**ASSIGNMENT:** Repeat, without any change, the entries presented below.
=== Begin Enclosure ===
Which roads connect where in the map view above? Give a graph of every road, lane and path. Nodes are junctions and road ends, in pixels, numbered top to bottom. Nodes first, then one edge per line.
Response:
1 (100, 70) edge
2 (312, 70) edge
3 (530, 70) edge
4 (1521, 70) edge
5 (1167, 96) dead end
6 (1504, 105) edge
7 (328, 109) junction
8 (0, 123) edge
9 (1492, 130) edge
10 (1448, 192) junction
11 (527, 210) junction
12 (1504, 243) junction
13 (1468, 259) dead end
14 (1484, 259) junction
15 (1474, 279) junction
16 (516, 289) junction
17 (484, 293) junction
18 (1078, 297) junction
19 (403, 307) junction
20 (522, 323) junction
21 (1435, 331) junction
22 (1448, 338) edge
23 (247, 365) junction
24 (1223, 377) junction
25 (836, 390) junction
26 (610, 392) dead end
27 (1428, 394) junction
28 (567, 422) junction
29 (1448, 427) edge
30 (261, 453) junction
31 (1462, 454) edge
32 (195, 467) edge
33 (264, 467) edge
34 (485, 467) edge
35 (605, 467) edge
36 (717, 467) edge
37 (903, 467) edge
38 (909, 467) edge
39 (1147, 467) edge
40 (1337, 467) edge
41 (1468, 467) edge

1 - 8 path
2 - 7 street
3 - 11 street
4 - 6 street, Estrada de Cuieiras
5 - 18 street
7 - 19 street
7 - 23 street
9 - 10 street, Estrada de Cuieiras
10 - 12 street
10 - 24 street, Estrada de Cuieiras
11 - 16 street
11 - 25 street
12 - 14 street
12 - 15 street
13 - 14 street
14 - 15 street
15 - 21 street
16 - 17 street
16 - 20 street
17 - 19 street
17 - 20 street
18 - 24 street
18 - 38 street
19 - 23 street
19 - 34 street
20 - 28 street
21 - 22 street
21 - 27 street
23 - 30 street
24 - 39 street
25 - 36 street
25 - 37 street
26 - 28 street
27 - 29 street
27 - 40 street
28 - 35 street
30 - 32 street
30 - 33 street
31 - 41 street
=== End Enclosure ===
**RESPONSE FOR THIS EXERCISE:**
Which roads connect where in the map view above? Give a graph of every road, lane and path. Nodes are junctions and road ends, in pixels, numbered top to bottom. Nodes first, then one edge per line.
Response:
1 (100, 70) edge
2 (312, 70) edge
3 (530, 70) edge
4 (1521, 70) edge
5 (1167, 96) dead end
6 (1504, 105) edge
7 (328, 109) junction
8 (0, 123) edge
9 (1492, 130) edge
10 (1448, 192) junction
11 (527, 210) junction
12 (1504, 243) junction
13 (1468, 259) dead end
14 (1484, 259) junction
15 (1474, 279) junction
16 (516, 289) junction
17 (484, 293) junction
18 (1078, 297) junction
19 (403, 307) junction
20 (522, 323) junction
21 (1435, 331) junction
22 (1448, 338) edge
23 (247, 365) junction
24 (1223, 377) junction
25 (836, 390) junction
26 (610, 392) dead end
27 (1428, 394) junction
28 (567, 422) junction
29 (1448, 427) edge
30 (261, 453) junction
31 (1462, 454) edge
32 (195, 467) edge
33 (264, 467) edge
34 (485, 467) edge
35 (605, 467) edge
36 (717, 467) edge
37 (903, 467) edge
38 (909, 467) edge
39 (1147, 467) edge
40 (1337, 467) edge
41 (1468, 467) edge

1 - 8 path
2 - 7 street
3 - 11 street
4 - 6 street, Estrada de Cuieiras
5 - 18 street
7 - 19 street
7 - 23 street
9 - 10 street, Estrada de Cuieiras
10 - 12 street
10 - 24 street, Estrada de Cuieiras
11 - 16 street
11 - 25 street
12 - 14 street
12 - 15 street
13 - 14 street
14 - 15 street
15 - 21 street
16 - 17 street
16 - 20 street
17 - 19 street
17 - 20 street
18 - 24 street
18 - 38 street
19 - 23 street
19 - 34 street
20 - 28 street
21 - 22 street
21 - 27 street
23 - 30 street
24 - 39 street
25 - 36 street
25 - 37 street
26 - 28 street
27 - 29 street
27 - 40 street
28 - 35 street
30 - 32 street
30 - 33 street
31 - 41 street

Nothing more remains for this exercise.